I kept my eyes focused on the ever-moving teal blue sea and foamy breakers, watching for wildlife. A plethora of gliding pelicans (their open beaks reminded me of Edward Scissor-Hands) and raucous seagulls whose chest feathers were the absolute essence of white. Then…I spotted a species of bird I’d never seen before and pulled out my binoculars. It was spectacular. Excited, I waited for hubby to run by to show him, regretting our field guide was back in the city. Only back home did I learn its name: Inca tern.

Along the road, I stopped to photograph an “animita”, a small shrine built in memory of someone who died here. Chilean roadsides are populated by these shrines, bedecked with flowers (plastic and live) and inscriptions. I regretted later that I didn't photograph the stand offering bundles of seaweed for sale, a traditional ingredient for stews.

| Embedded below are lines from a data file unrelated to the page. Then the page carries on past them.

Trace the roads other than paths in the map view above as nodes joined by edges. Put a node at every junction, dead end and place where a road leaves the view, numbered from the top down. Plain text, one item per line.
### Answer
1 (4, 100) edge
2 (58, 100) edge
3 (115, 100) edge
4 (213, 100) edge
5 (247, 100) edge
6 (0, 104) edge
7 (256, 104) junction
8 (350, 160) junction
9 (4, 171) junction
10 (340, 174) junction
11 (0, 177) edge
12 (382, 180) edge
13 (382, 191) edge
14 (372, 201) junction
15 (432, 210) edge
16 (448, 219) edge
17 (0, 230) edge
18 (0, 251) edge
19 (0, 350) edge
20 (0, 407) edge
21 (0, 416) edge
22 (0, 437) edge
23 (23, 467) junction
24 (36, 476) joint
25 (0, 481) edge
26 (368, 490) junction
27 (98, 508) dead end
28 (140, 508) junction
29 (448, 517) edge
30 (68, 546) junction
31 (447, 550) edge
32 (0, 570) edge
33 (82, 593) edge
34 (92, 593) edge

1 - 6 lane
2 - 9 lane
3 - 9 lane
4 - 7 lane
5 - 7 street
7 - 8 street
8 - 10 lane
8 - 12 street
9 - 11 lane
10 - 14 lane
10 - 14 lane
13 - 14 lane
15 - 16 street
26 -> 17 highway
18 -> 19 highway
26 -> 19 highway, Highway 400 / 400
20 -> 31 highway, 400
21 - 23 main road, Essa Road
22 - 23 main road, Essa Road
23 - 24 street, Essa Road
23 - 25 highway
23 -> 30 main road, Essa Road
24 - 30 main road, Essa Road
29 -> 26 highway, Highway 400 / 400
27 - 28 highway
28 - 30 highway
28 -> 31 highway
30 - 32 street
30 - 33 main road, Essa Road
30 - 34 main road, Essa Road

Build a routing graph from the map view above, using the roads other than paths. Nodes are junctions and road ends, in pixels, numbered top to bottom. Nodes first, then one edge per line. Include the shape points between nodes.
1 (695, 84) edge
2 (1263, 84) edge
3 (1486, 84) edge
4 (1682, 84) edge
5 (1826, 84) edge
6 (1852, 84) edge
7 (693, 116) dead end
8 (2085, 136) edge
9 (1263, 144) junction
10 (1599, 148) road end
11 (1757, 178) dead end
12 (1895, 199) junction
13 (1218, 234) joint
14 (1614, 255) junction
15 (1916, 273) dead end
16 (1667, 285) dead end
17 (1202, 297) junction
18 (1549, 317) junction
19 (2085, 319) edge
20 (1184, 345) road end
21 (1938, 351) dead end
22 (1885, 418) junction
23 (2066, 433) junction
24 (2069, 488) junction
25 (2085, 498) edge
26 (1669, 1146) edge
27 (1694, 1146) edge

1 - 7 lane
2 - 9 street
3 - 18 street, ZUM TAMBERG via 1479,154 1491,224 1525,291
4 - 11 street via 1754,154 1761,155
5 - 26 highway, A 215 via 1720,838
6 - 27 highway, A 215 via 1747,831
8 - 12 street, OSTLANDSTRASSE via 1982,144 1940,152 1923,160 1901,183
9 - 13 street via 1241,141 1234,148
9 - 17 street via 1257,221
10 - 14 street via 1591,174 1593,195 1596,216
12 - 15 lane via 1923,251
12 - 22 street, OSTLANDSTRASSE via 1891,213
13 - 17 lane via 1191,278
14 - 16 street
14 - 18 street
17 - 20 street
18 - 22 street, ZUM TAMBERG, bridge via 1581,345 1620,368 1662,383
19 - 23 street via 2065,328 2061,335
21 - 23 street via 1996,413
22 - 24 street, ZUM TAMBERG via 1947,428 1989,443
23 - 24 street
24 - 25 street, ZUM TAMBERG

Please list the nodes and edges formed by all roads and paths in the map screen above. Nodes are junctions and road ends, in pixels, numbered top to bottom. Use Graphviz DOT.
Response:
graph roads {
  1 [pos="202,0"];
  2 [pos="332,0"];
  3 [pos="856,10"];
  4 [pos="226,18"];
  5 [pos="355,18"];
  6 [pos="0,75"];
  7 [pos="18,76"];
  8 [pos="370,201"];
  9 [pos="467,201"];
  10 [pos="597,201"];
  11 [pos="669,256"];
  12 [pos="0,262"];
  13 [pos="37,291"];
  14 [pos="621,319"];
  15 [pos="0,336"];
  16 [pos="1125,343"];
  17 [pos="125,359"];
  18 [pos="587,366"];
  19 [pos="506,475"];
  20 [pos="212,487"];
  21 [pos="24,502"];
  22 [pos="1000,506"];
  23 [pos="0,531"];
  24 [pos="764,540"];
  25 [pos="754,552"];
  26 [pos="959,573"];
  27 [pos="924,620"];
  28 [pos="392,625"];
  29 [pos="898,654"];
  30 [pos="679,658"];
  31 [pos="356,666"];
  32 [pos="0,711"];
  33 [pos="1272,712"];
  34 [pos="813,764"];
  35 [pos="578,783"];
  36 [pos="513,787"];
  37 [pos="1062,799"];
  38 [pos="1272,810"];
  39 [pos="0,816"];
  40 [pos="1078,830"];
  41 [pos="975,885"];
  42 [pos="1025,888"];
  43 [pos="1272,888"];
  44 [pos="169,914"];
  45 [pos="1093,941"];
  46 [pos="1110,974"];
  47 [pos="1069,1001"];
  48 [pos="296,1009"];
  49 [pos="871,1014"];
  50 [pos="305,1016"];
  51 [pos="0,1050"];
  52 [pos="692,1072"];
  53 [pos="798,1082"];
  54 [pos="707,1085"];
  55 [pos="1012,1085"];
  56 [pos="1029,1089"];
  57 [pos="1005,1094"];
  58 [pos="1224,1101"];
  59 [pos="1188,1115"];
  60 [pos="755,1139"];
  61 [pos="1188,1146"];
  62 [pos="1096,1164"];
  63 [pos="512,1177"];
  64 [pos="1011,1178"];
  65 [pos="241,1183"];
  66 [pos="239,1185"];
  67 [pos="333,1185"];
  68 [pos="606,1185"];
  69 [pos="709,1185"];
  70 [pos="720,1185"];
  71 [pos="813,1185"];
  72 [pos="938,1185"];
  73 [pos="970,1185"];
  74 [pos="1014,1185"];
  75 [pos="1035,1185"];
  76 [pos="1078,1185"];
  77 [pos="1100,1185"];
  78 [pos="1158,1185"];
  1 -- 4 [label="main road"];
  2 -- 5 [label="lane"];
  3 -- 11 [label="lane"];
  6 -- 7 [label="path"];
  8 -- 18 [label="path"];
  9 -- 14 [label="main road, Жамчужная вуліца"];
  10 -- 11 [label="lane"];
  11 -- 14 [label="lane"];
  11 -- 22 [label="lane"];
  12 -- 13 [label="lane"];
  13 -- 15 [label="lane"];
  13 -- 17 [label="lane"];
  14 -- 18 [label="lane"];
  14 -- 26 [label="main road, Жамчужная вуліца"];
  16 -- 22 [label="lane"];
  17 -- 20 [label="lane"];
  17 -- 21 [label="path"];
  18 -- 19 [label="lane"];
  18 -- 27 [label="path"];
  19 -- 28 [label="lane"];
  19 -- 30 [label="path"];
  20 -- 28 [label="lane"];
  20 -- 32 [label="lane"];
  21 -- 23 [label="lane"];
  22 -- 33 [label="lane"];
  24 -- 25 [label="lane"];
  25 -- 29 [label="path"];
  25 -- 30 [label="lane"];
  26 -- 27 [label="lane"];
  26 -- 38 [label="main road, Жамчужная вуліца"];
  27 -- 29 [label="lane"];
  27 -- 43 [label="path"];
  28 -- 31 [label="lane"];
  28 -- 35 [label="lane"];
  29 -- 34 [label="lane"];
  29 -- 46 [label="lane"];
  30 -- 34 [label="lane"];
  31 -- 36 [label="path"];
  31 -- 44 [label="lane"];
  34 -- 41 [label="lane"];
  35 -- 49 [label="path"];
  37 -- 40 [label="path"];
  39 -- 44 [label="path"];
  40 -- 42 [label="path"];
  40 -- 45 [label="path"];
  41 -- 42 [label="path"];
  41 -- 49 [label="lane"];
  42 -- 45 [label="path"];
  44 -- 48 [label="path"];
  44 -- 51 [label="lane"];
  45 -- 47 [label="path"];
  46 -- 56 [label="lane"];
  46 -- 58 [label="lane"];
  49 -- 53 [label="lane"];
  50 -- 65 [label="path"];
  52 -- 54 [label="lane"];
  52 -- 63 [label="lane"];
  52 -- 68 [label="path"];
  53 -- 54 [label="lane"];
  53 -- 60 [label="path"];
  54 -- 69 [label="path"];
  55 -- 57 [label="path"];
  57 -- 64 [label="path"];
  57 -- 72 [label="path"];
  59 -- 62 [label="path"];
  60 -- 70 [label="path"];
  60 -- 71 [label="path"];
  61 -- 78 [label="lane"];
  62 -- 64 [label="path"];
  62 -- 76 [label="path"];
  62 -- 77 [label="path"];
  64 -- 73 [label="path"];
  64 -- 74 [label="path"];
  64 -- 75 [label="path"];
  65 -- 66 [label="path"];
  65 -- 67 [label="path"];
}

After at least a year without an ocean visit, I was on a wildlife roll, spotting two sea otters, my first sighting in that populated stretch of coastline. On my return, I walked briskly, on a high, breathing in the sea air as it brushed my face. That was what I had come for.

Wednesday, September 10, 2014

September in the Air

September is my favorite month here, filled with hope and promises. My camellias, azaleas and freesias are bursting forth, tender leaves budding and Chilean flags blooming. Next week is Independence Week; supermarkets are gaily decorated with red, white and blue buntings, while the catchy rhythms of the cueca have me humming along. The 17th and the 18th, the official holidays, fall on Thursday and Friday, making a welcome long weekend. At least half of the city’s inhabitants will head out of town, including hubby and me. We’ve been lent an apartment at the coast, which has me excited as I can’t remember the last time I’ve seen the sea here. There’s one big drawback though – everyone else will be headed that way as well. I try not to think about the snaking lines of traffic we’ll face along the narrow coast road.
I look forward to long walks on the cliff bordering the breakers, the tangy sea air and sightings of gliding lines of pelicans. I hope I can convince hubby to brave the traffic to go to Valparaiso, whose narrow lanes lined with bright murals, hilly stairways and creaking funiculars promise surprise and creative inspiration. Maybe we can stop at the Dissidents’ Cemetery where I want to search for Scottish immigrant ancestors.

 After grey winter months spent mostly at the computer, I need a change of scene to stimulate my creative juices. What better place than the ocean and Valparaiso? I’ll take a notebook along.